-------- SUPPLIED INFORMATION --------

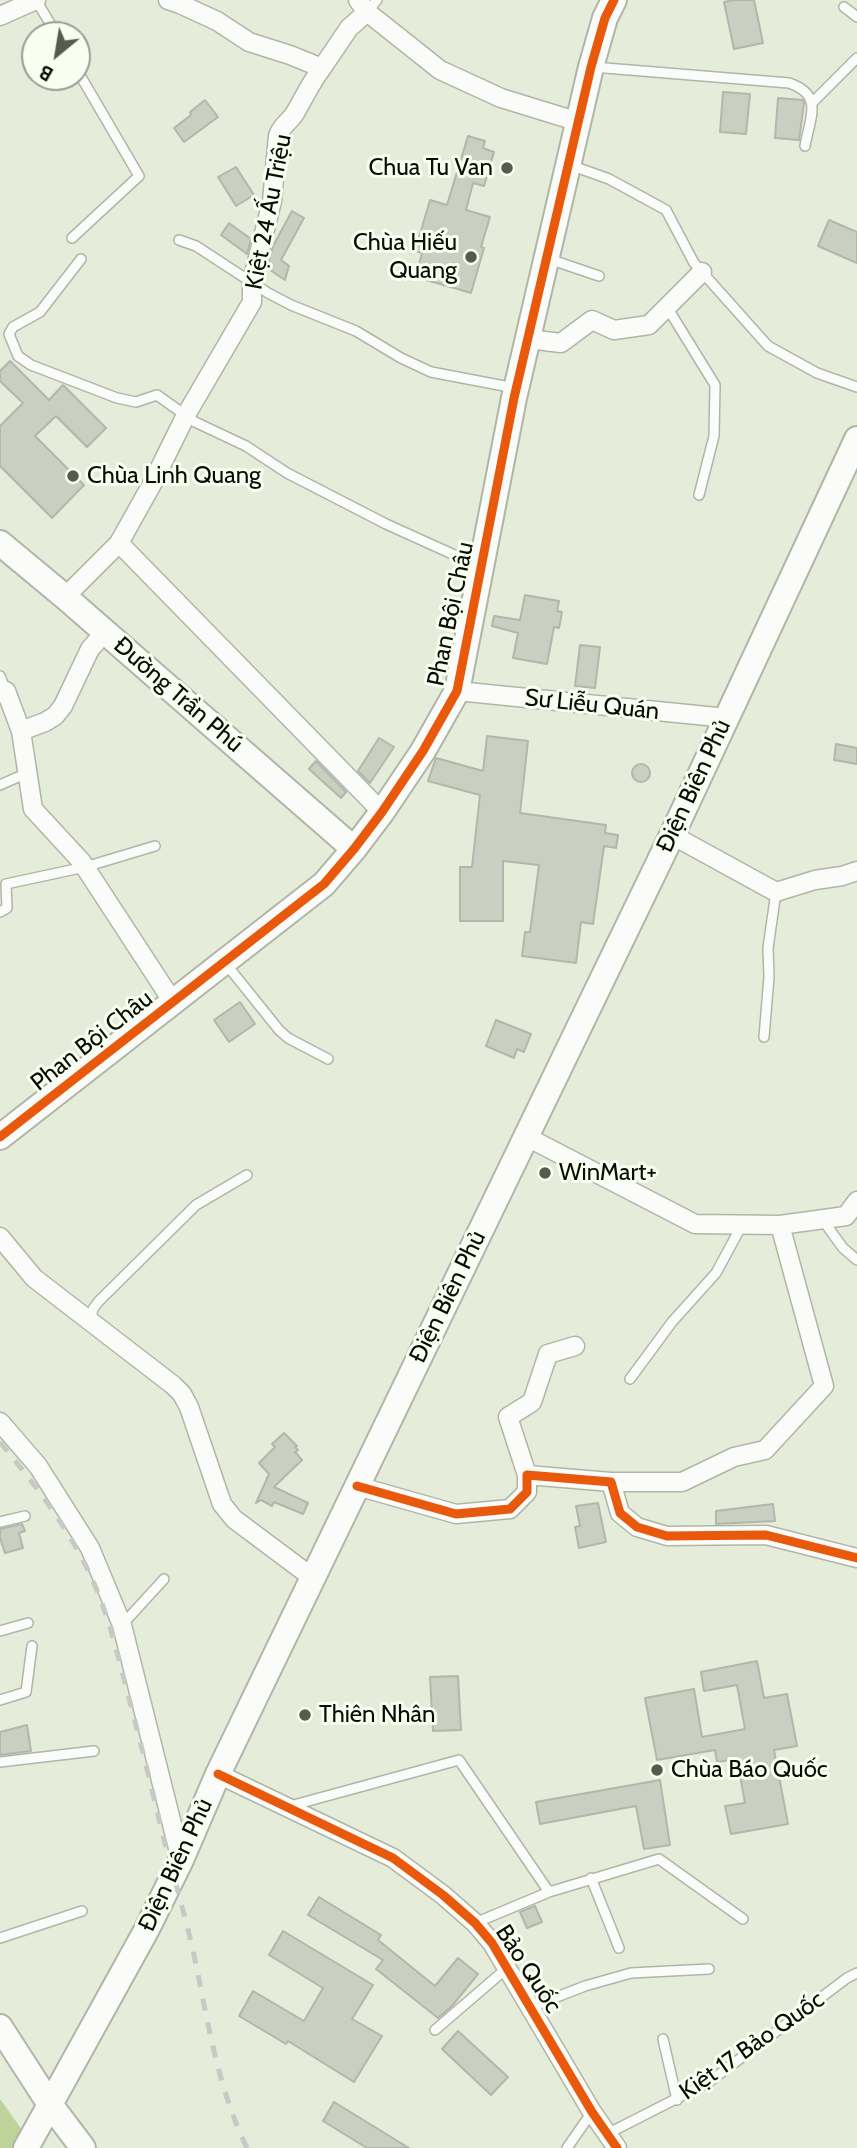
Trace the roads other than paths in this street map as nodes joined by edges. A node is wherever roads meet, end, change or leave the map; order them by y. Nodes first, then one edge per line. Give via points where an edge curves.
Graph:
1 (36, 0) edge
2 (167, 0) edge
3 (614, 0) edge
4 (368, 4) edge
5 (844, 7) dead end
6 (0, 16) edge
7 (857, 17) edge
8 (49, 21) edge
9 (857, 58) edge
10 (591, 67) junction
11 (322, 68) junction
12 (89, 91) edge
13 (813, 102) junction
14 (579, 122) junction
15 (805, 146) dead end
16 (569, 164) junction
17 (72, 238) dead end
18 (179, 240) dead end
19 (547, 258) junction
20 (80, 259) dead end
21 (702, 272) junction
22 (598, 276) dead end
23 (252, 282) junction
24 (667, 307) junction
25 (528, 339) junction
26 (857, 387) edge
27 (517, 388) junction
28 (186, 415) junction
29 (857, 439) edge
30 (699, 495) dead end
31 (0, 543) edge
32 (119, 543) junction
33 (481, 567) junction
34 (65, 597) junction
35 (105, 632) junction
36 (2, 687) edge
37 (457, 691) junction
38 (727, 718) junction
39 (21, 731) junction
40 (27, 773) junction
41 (0, 785) edge
42 (382, 812) junction
43 (672, 835) junction
44 (155, 846) dead end
45 (354, 849) junction
46 (85, 867) junction
47 (857, 871) edge
48 (776, 892) junction
49 (0, 912) edge
50 (225, 963) junction
51 (173, 1002) junction
52 (764, 1037) dead end
53 (328, 1059) dead end
54 (525, 1136) junction
55 (0, 1137) edge
56 (247, 1175) dead end
57 (857, 1201) edge
58 (822, 1219) junction
59 (742, 1224) junction
60 (780, 1225) junction
61 (0, 1237) edge
62 (857, 1260) edge
63 (90, 1322) junction
64 (575, 1346) dead end
65 (630, 1379) dead end
66 (0, 1422) edge
67 (527, 1475) junction
68 (611, 1482) junction
69 (357, 1486) junction
70 (25, 1516) dead end
71 (0, 1522) edge
72 (857, 1558) edge
73 (313, 1578) junction
74 (164, 1579) dead end
75 (28, 1623) dead end
76 (122, 1625) junction
77 (0, 1631) edge
78 (32, 1646) dead end
79 (0, 1700) edge
80 (94, 1751) dead end
81 (0, 1762) edge
82 (218, 1774) junction
83 (288, 1807) junction
84 (181, 1860) junction
85 (591, 1878) junction
86 (549, 1892) junction
87 (82, 1911) dead end
88 (743, 1919) dead end
89 (475, 1923) junction
90 (0, 1938) edge
91 (619, 1948) dead end
92 (507, 1968) junction
93 (709, 1969) dead end
94 (857, 1973) edge
95 (531, 2007) junction
96 (0, 2027) edge
97 (435, 2030) dead end
98 (663, 2039) dead end
99 (677, 2100) junction
100 (49, 2104) junction
101 (592, 2112) junction
102 (30, 2140) edge
103 (612, 2141) edge
104 (83, 2148) edge
105 (567, 2148) edge

1 - 6 street
1 - 8 lane
2 - 11 street via 217,21 249,42
3 - 10 street, Phan Bội Châu
4 - 11 street, Kiệt 24 Ấu Triệu
4 - 14 street via 440,70 501,99
5 - 7 lane
9 - 13 lane
10 - 13 lane via 789,83 808,93
10 - 14 street, Phan Bội Châu
11 - 23 street, Kiệt 24 Ấu Triệu via 278,136 272,201
12 - 17 lane via 139,176
13 - 15 lane
14 - 16 street, Phan Bội Châu
16 - 19 street, Phan Bội Châu
16 - 21 lane via 609,178 666,210
18 - 23 lane via 197,246
19 - 22 lane
19 - 25 street, Phan Bội Châu
20 - 28 lane via 40,312 13,327 9,334 18,356 117,398 136,402 157,395
21 - 24 street
21 - 26 lane via 768,346 817,373
23 - 27 lane via 430,372
23 - 28 street, Kiệt 24 Ấu Triệu via 252,302
24 - 25 street via 649,325 614,330 592,320 561,342
24 - 30 lane via 715,385 714,436
25 - 27 street, Phan Bội Châu
27 - 33 street, Phan Bội Châu
28 - 32 street, Kiệt 24 Ấu Triệu
28 - 33 lane via 287,473
29 - 38 street, Điện Biên Phủ
31 - 34 street, Đường Trần Phú
32 - 34 street, Kiệt 24 Ấu Triệu
32 - 42 street
33 - 37 street, Phan Bội Châu
34 - 35 street, Đường Trần Phú
35 - 39 street via 90,649 55,716
35 - 45 street, Đường Trần Phú
36 - 39 street
37 - 38 street, Sư Liễu Quán
37 - 42 street, Phan Bội Châu via 424,751
38 - 43 street, Điện Biên Phủ
39 - 40 street
40 - 41 lane
40 - 46 street via 33,809
42 - 45 street, Phan Bội Châu
43 - 48 street
43 - 54 street, Điện Biên Phủ
44 - 46 lane
45 - 50 street, Phan Bội Châu via 324,884
46 - 49 lane via 6,884 7,908
46 - 51 street
47 - 48 street
48 - 52 lane
50 - 51 street, Phan Bội Châu
50 - 53 lane via 279,1030
51 - 55 street, Phan Bội Châu
54 - 59 street via 695,1224
54 - 69 street, Điện Biên Phủ
56 - 63 lane via 196,1205 99,1301
57 - 58 street via 846,1216
58 - 60 street
58 - 62 lane
59 - 60 street
59 - 65 lane via 716,1273
60 - 68 street via 824,1386 765,1450 734,1457 682,1482
61 - 63 street via 34,1278
63 - 73 street via 182,1394 227,1512
64 - 67 street via 548,1354 532,1402 508,1417
66 - 76 street via 38,1466 90,1548
67 - 68 street
67 - 69 street via 527,1492 510,1509 456,1514
68 - 72 street via 620,1513 637,1527 667,1536 765,1535
69 - 73 street, Điện Biên Phủ
70 - 71 lane
73 - 82 street, Điện Biên Phủ
74 - 76 lane
75 - 77 lane
76 - 84 street
78 - 79 lane via 26,1692
80 - 81 lane
82 - 83 street, Bảo Quốc
82 - 84 street, Điện Biên Phủ
83 - 86 lane via 458,1760
83 - 89 street, Bảo Quốc via 393,1858
84 - 100 street, Điện Biên Phủ
85 - 86 lane
85 - 88 lane via 659,1859
85 - 91 lane
86 - 89 lane
87 - 90 lane
89 - 92 street, Bảo Quốc
92 - 95 street, Bảo Quốc
92 - 97 lane
93 - 95 lane via 631,1973
94 - 99 lane, Kiệt 17 Bảo Quốc via 709,2082
95 - 101 street, Bảo Quốc
96 - 100 street
98 - 99 lane
99 - 103 lane, Kiệt 17 Bảo Quốc
100 - 102 street, Điện Biên Phủ
100 - 104 street
101 - 103 street, Bảo Quốc
101 - 105 lane

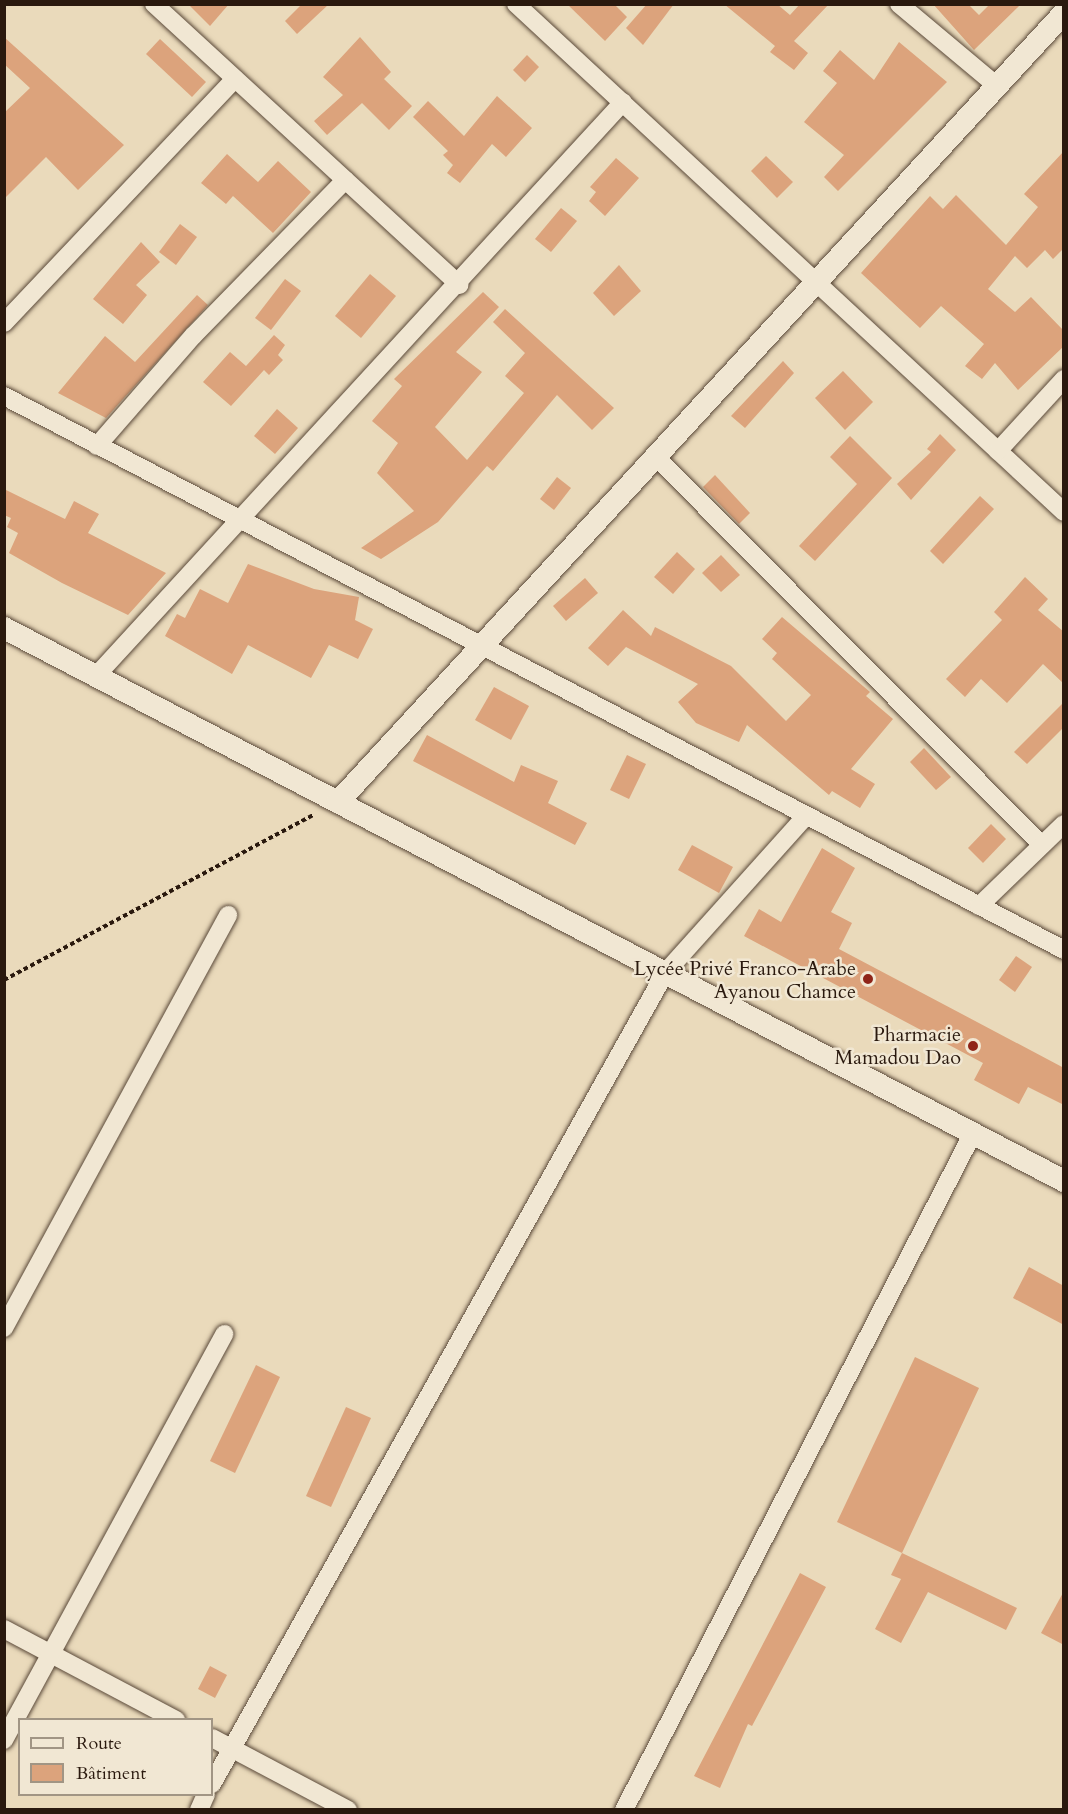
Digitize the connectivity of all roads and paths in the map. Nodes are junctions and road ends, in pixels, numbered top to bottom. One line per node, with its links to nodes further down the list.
1 (154, 4): 5 (street)
2 (516, 4): 7 (street)
3 (899, 4): 6 (street)
4 (1064, 13): 6 (street)
5 (235, 79): 8 (street); 11 (street)
6 (996, 85): 9 (street)
7 (622, 102): 9 (street); 10 (street)
8 (345, 180): 10 (street); 14 (street)
9 (814, 282): 15 (street); 16 (street)
10 (460, 285): 18 (street)
11 (4, 323)
12 (1064, 379): 15 (street)
13 (4, 396): 14 (street)
14 (97, 446): 18 (street)
15 (998, 451): 17 (street)
16 (654, 455): 20 (street); 25 (street)
17 (1064, 512)
18 (237, 521): 20 (street); 21 (street)
19 (4, 628): 21 (street)
20 (480, 645): 22 (street); 23 (street)
21 (96, 676): 22 (street)
22 (338, 802): 29 (street); 30 (path)
23 (804, 818): 26 (street); 29 (street)
24 (1064, 824): 25 (street)
25 (1042, 845): 26 (street)
26 (979, 906): 28 (street)
27 (228, 915): 33 (street)
28 (1064, 950)
29 (665, 973): 31 (street); 40 (street)
30 (4, 980)
31 (973, 1133): 32 (street); 43 (street)
32 (1063, 1180)
33 (4, 1328)
34 (224, 1334): 36 (street)
35 (4, 1629): 36 (street)
36 (49, 1652): 37 (street); 39 (street)
37 (174, 1718)
38 (213, 1739): 40 (street)
39 (4, 1740)
40 (230, 1748): 41 (street); 42 (street)
41 (213, 1782)
42 (348, 1809)
43 (624, 1809)

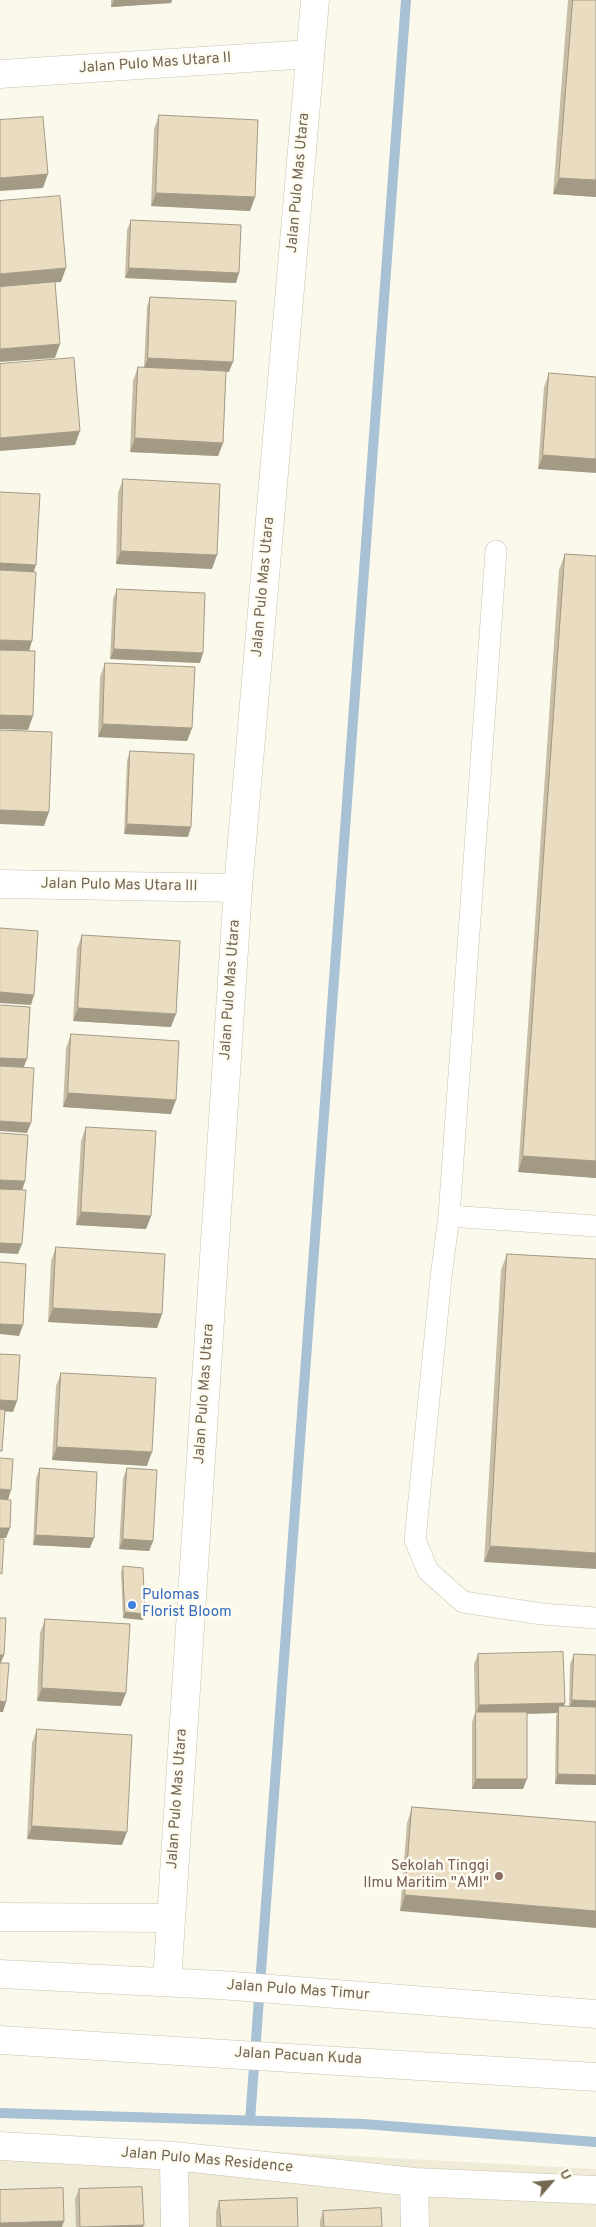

--------

TASK DETAILS
Pull every line containing the string "Đường" out of the data above and copy it.

ANSWER AREA
31 - 34 street, Đường Trần Phú
34 - 35 street, Đường Trần Phú
35 - 45 street, Đường Trần Phú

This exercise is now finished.